[Saved entries]

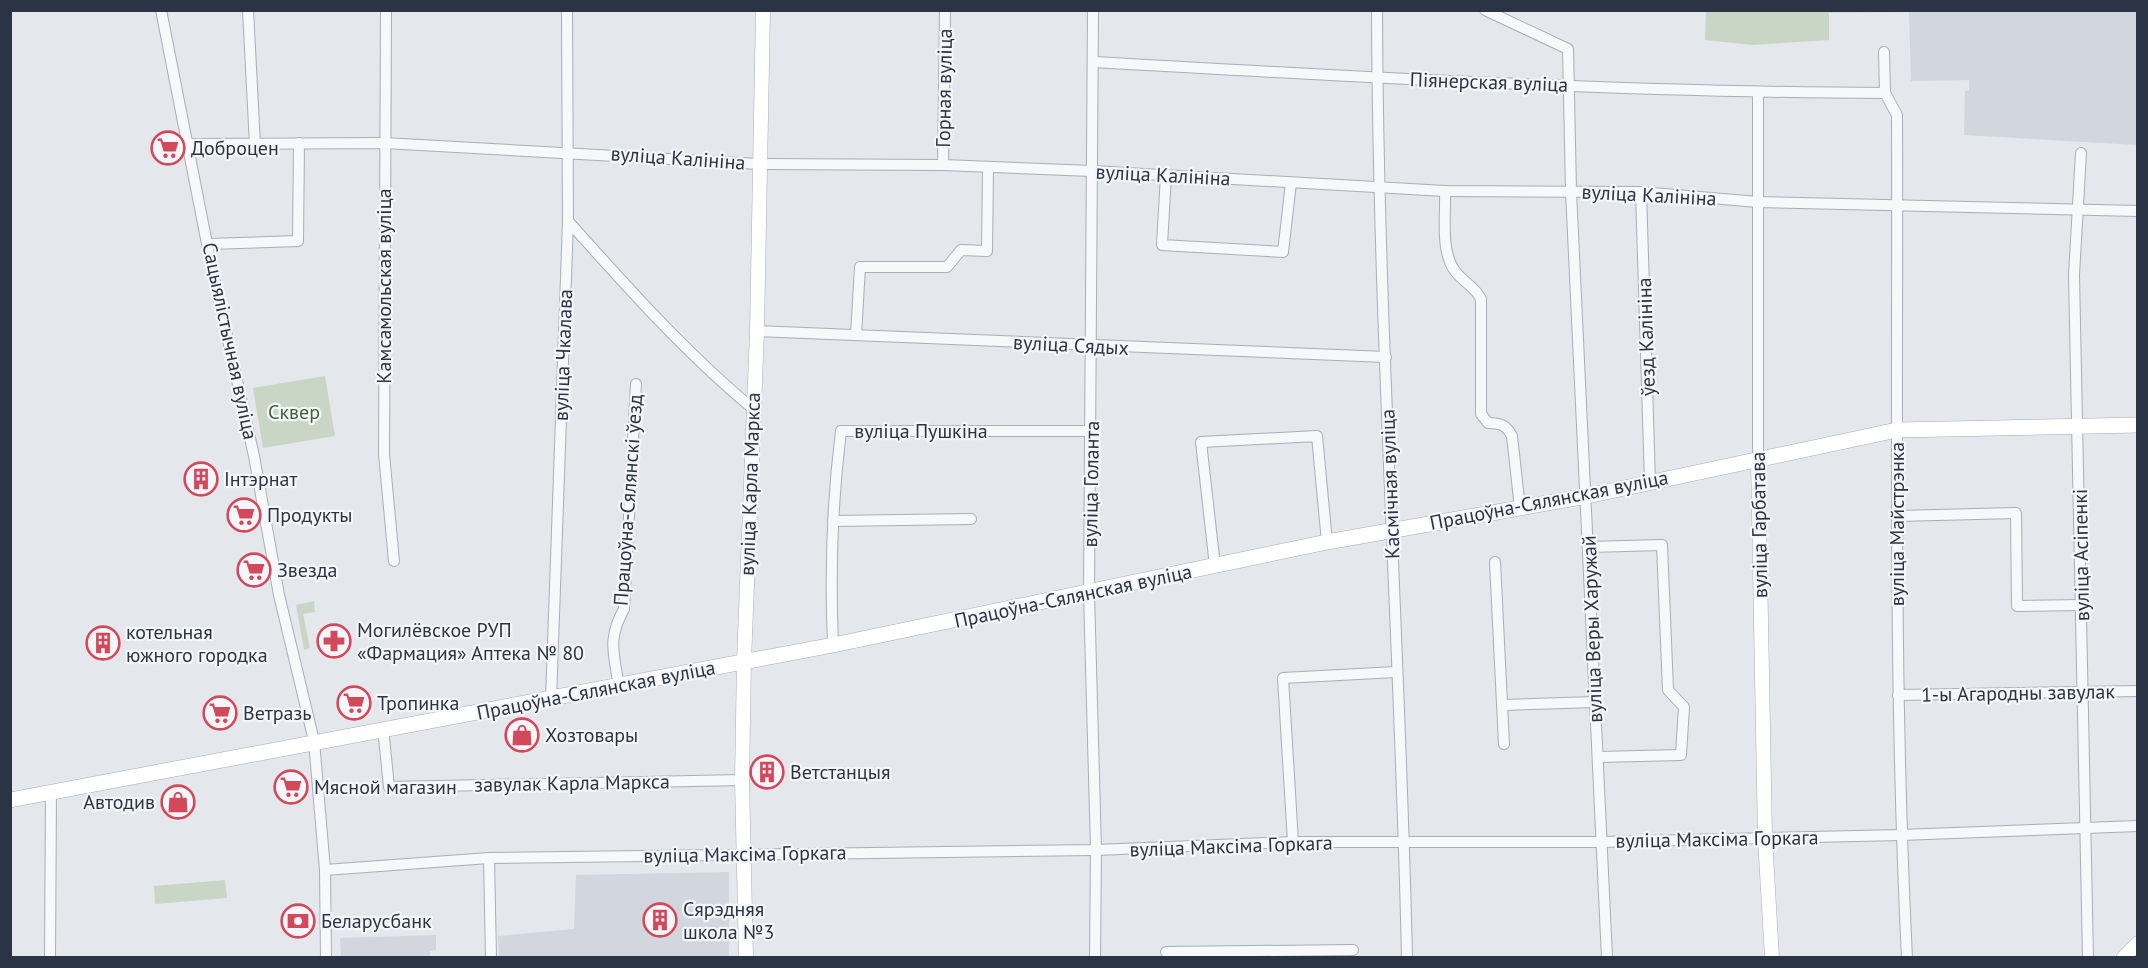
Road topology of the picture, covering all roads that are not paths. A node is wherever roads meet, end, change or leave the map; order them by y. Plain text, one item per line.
1 (161, 10) edge
2 (248, 10) edge
3 (386, 10) edge
4 (567, 10) edge
5 (763, 10) edge
6 (945, 10) edge
7 (1093, 10) edge
8 (1377, 10) edge
9 (1485, 10) edge
10 (1884, 52) dead end
11 (1094, 62) junction
12 (1377, 78) junction
13 (1569, 84) junction
14 (1758, 92) junction
15 (1885, 93) junction
16 (384, 142) junction
17 (299, 143) junction
18 (189, 144) junction
19 (255, 145) junction
20 (567, 151) junction
21 (2081, 153) dead end
22 (759, 164) junction
23 (943, 165) junction
24 (988, 169) junction
25 (1092, 171) junction
26 (1166, 175) junction
27 (1291, 183) junction
28 (1381, 186) junction
29 (1445, 191) junction
30 (1571, 191) junction
31 (1641, 192) junction
32 (1758, 201) junction
33 (1897, 206) junction
34 (2078, 210) junction
35 (2138, 211) edge
36 (568, 221) junction
37 (208, 244) junction
38 (757, 331) junction
39 (856, 335) junction
40 (1092, 346) junction
41 (1386, 357) junction
42 (636, 384) dead end
43 (752, 408) junction
44 (2078, 425) junction
45 (2138, 425) edge
46 (1896, 430) junction
47 (1091, 431) junction
48 (1758, 458) junction
49 (1650, 482) junction
50 (1587, 496) junction
51 (1520, 508) junction
52 (1897, 516) junction
53 (971, 519) dead end
54 (833, 521) junction
55 (1392, 530) junction
56 (1327, 542) junction
57 (1589, 547) junction
58 (394, 561) dead end
59 (1495, 562) dead end
60 (1215, 566) junction
61 (1089, 593) junction
62 (2082, 605) junction
63 (833, 645) junction
64 (744, 661) junction
65 (1396, 672) junction
66 (619, 687) junction
67 (2138, 691) edge
68 (2083, 692) junction
69 (1898, 695) junction
70 (551, 700) junction
71 (1595, 702) junction
72 (1503, 705) junction
73 (383, 728) junction
74 (314, 741) junction
75 (1504, 744) dead end
76 (1598, 757) junction
77 (742, 780) junction
78 (51, 792) junction
79 (10, 800) edge
80 (2138, 826) edge
81 (2087, 829) junction
82 (1901, 835) junction
83 (1765, 838) junction
84 (1293, 842) junction
85 (1405, 842) junction
86 (1601, 842) junction
87 (1096, 850) junction
88 (744, 854) junction
89 (489, 858) junction
90 (326, 870) junction
91 (2138, 943) edge
92 (1353, 950) dead end
93 (1166, 952) dead end
94 (1264, 955) edge
95 (50, 957) edge
96 (326, 957) edge
97 (491, 957) edge
98 (746, 957) edge
99 (1095, 957) edge
100 (1407, 957) edge
101 (1607, 957) edge
102 (1772, 957) edge
103 (1907, 957) edge
104 (2088, 957) edge
105 (2123, 957) edge

1 - 18 street, Сацыялістычная вуліца
2 - 19 street
3 - 16 street, Камсамольская вуліца
4 - 20 street, вуліца Чкалава
5 - 22 street, вуліца Карла Маркса
6 - 23 street, Горная вуліца
7 - 11 street, вуліца Голанта
8 - 12 street, Касмічная вуліца
9 - 13 street, вуліца Веры Харужай
10 - 15 street
11 - 12 street, Піянерская вуліца
11 - 25 street, вуліца Голанта
12 - 13 street, Піянерская вуліца
12 - 28 street, Касмічная вуліца
13 - 14 street, Піянерская вуліца
13 - 30 street, вуліца Веры Харужай
14 - 15 street, Піянерская вуліца
14 - 32 street, вуліца Гарбатава
15 - 33 street, вуліца Майстрэнка
16 - 17 street, вуліца Калініна
16 - 20 street, вуліца Калініна
16 - 58 street, Камсамольская вуліца
17 - 19 street, вуліца Калініна
17 - 37 street
18 - 19 street, вуліца Калініна
18 - 37 street, Сацыялістычная вуліца
20 - 22 street, вуліца Калініна
20 - 36 street, вуліца Чкалава
21 - 34 street, вуліца Асіпенкі
22 - 23 street, вуліца Калініна
22 - 38 street, вуліца Карла Маркса
23 - 24 street, вуліца Калініна
24 - 25 street, вуліца Калініна
24 - 39 street
25 - 26 street, вуліца Калініна
25 - 40 street, вуліца Голанта
26 - 27 street, вуліца Калініна
26 - 27 street
27 - 28 street, вуліца Калініна
28 - 29 street, вуліца Калініна
28 - 41 street, Касмічная вуліца
29 - 30 street, вуліца Калініна
29 - 51 street
30 - 31 street, вуліца Калініна
30 - 50 street, вуліца Веры Харужай
31 - 32 street, вуліца Калініна
31 - 49 street, ўезд Калініна
32 - 33 street, вуліца Калініна
32 - 48 street, вуліца Гарбатава
33 - 34 street, вуліца Калініна
33 - 46 street, вуліца Майстрэнка
34 - 35 street, вуліца Калініна
34 - 44 street, вуліца Асіпенкі
36 - 43 street
36 - 70 street, вуліца Чкалава
37 - 74 street, Сацыялістычная вуліца
38 - 39 street, вуліца Сядых
38 - 43 street, вуліца Карла Маркса
39 - 40 street, вуліца Сядых
40 - 41 street, вуліца Сядых
40 - 47 street, вуліца Голанта
41 - 55 street, Касмічная вуліца
42 - 66 street, Працоўна-Сялянскі ўезд
43 - 64 street, вуліца Карла Маркса
44 - 45 main road, Працоўна-Сялянская вуліца
44 - 46 main road, Працоўна-Сялянская вуліца
44 - 62 street, вуліца Асіпенкі
46 - 48 main road, Працоўна-Сялянская вуліца
46 - 52 street, вуліца Майстрэнка
47 - 54 street, вуліца Пушкіна
47 - 61 street, вуліца Голанта
48 - 49 main road, Працоўна-Сялянская вуліца
48 - 83 street, вуліца Гарбатава
49 - 50 main road, Працоўна-Сялянская вуліца
50 - 51 main road, Працоўна-Сялянская вуліца
50 - 57 street, вуліца Веры Харужай
51 - 55 main road, Працоўна-Сялянская вуліца
52 - 62 street
52 - 69 street, вуліца Майстрэнка
53 - 54 street
54 - 63 street, вуліца Пушкіна
55 - 56 main road, Працоўна-Сялянская вуліца
55 - 65 street, Касмічная вуліца
56 - 60 main road, Працоўна-Сялянская вуліца
56 - 60 street
57 - 71 street, вуліца Веры Харужай
57 - 76 street
59 - 72 street
60 - 61 main road, Працоўна-Сялянская вуліца
61 - 63 main road, Працоўна-Сялянская вуліца
61 - 87 street, вуліца Голанта
62 - 68 street, вуліца Асіпенкі
63 - 64 main road, Працоўна-Сялянская вуліца
64 - 66 main road, Працоўна-Сялянская вуліца
64 - 77 street, вуліца Карла Маркса
65 - 84 street
65 - 85 street, Касмічная вуліца
66 - 70 main road, Працоўна-Сялянская вуліца
67 - 68 street, 1-ы Агародны завулак
68 - 69 street, 1-ы Агародны завулак
68 - 81 street, вуліца Асіпенкі
69 - 82 street, вуліца Майстрэнка
70 - 73 main road, Працоўна-Сялянская вуліца
71 - 72 street
71 - 76 street, вуліца Веры Харужай
72 - 75 street
73 - 74 main road, Працоўна-Сялянская вуліца
73 - 77 street, завулак Карла Маркса
74 - 78 main road, Працоўна-Сялянская вуліца
74 - 90 street, Сацыялістычная вуліца
76 - 86 street, вуліца Веры Харужай
77 - 88 street, вуліца Карла Маркса
78 - 79 main road, Працоўна-Сялянская вуліца
78 - 95 street
80 - 81 street, вуліца Максіма Горкага
81 - 82 street, вуліца Максіма Горкага
81 - 104 street, вуліца Асіпенкі
82 - 83 street, вуліца Максіма Горкага
82 - 103 street, вуліца Майстрэнка
83 - 86 street, вуліца Максіма Горкага
83 - 102 street, вуліца Гарбатава
84 - 85 street, вуліца Максіма Горкага
84 - 87 street, вуліца Максіма Горкага
85 - 86 street, вуліца Максіма Горкага
85 - 100 street, Касмічная вуліца
86 - 101 street, вуліца Веры Харужай
87 - 88 street, вуліца Максіма Горкага
87 - 99 street, вуліца Голанта
88 - 89 street, вуліца Максіма Горкага
88 - 98 street, вуліца Карла Маркса
89 - 90 street, вуліца Максіма Горкага
89 - 97 street
90 - 96 street, Сацыялістычная вуліца
91 - 105 street
92 - 94 street
93 - 94 street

# Task item
Tell me how many lines of the data hold the word "Касмічная", giving only the number.

# Task answer
7